Centre for Tropical Crops and Biocommodities (CTCB), Faculty of Science and Engineering (SEF), Queensland University of Technology (QUT), Brisbane 4001, Australia; Centre for Pacific Crops and Trees (CePaCT), Land Resource Division (LRD), Pacific Community (SPC), Suva, Fiji.
Centre for Tropical Crops and Biocommodities (CTCB), Faculty of Science and Engineering (SEF), Queensland University of Technology (QUT), Brisbane 4001, Australia.
Virology. 2019 Mar;529:73-80. doi: 10.1016/j.virol.2019.01.013. Epub 2019 Jan 15.
The genus Badnavirus is characterized by members that are genetically and serologically heterogeneous which presents challenges for their detection and characterization. The presence of integrated badnavirus-like sequences in some host species further complicates detection using PCR-based protocols. To address these challenges, we have assessed and optimized various RCA protocols including random-primed RCA (RP-RCA), primer-spiked random-primed RCA (primer-spiked RP-RCA), directed RCA (D-RCA) and specific-primed RCA (SP-RCA). Using Dioscorea bacilliform AL virus (DBALV) as an example, we demonstrate that viral DNA amplified using the optimized D-RCA and SP-RCA protocols showed an 85-fold increase in badnavirus NGS reads compared with RP-RCA. The optimized RCA techniques described here were used to detect a range of badnaviruses infecting banana, sugar cane, taro and yam demonstrating the utility of RCA for detection of diverse badnaviruses infecting a variety of host plant species.
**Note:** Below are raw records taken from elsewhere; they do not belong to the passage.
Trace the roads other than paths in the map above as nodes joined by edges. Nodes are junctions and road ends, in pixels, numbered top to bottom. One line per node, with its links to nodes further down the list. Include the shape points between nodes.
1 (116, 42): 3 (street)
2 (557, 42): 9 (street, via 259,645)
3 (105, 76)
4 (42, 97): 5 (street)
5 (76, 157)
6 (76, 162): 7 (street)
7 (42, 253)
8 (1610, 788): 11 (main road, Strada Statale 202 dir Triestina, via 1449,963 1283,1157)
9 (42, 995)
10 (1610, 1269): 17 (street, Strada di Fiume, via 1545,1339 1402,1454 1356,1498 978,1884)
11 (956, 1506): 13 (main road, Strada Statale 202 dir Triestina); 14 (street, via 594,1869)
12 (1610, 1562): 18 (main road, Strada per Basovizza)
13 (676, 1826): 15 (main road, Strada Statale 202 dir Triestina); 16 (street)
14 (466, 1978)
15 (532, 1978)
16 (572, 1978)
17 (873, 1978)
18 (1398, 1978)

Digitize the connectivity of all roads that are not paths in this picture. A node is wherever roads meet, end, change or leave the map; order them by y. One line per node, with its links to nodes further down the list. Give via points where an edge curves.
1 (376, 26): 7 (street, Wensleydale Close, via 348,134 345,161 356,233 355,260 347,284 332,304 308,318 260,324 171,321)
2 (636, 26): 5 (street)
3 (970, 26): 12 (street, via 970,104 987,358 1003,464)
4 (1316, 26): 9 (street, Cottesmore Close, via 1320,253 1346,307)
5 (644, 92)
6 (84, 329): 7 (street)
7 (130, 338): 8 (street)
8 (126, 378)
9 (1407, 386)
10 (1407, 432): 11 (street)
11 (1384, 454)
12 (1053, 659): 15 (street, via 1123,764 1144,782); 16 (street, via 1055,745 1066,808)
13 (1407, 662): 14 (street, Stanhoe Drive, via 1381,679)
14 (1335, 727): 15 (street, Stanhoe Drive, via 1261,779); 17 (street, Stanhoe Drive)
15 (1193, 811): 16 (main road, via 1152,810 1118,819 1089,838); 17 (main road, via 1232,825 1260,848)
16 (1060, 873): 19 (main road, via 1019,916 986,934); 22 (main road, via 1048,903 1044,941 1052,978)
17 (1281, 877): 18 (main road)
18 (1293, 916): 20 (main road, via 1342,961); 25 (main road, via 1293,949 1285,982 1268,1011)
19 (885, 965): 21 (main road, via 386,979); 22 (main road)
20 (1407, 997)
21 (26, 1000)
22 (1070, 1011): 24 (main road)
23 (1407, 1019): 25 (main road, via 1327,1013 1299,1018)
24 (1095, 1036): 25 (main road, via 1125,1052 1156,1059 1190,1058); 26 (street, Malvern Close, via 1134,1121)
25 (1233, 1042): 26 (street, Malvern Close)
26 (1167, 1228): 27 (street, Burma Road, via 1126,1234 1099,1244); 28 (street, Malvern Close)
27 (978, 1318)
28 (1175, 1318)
该属 Badnavirus 的特征是成员在遗传和血清学上存在异质性,这给它们的检测和特征描述带来了挑战。一些宿主物种中存在整合的类似 badnavirus 序列,这进一步增加了使用基于 PCR 的方案进行检测的复杂性。为了解决这些挑战,我们评估和优化了各种 RCA 方案,包括随机引物 RCA(RP-RCA)、引物添加的随机引物 RCA(primer-spiked RP-RCA)、定向 RCA(D-RCA)和特异性引物 RCA(SP-RCA)。以 Dioscorea bacilliform AL 病毒(DBALV)为例,我们证明,使用优化的 D-RCA 和 SP-RCA 方案扩增的病毒 DNA,与 RP-RCA 相比,badnavirus NGS 读长增加了 85 倍。本文描述的优化 RCA 技术用于检测感染香蕉、甘蔗、芋头和山药的一系列 badnaviruses,证明了 RCA 技术在检测感染各种宿主植物的各种 badnaviruses 方面的实用性。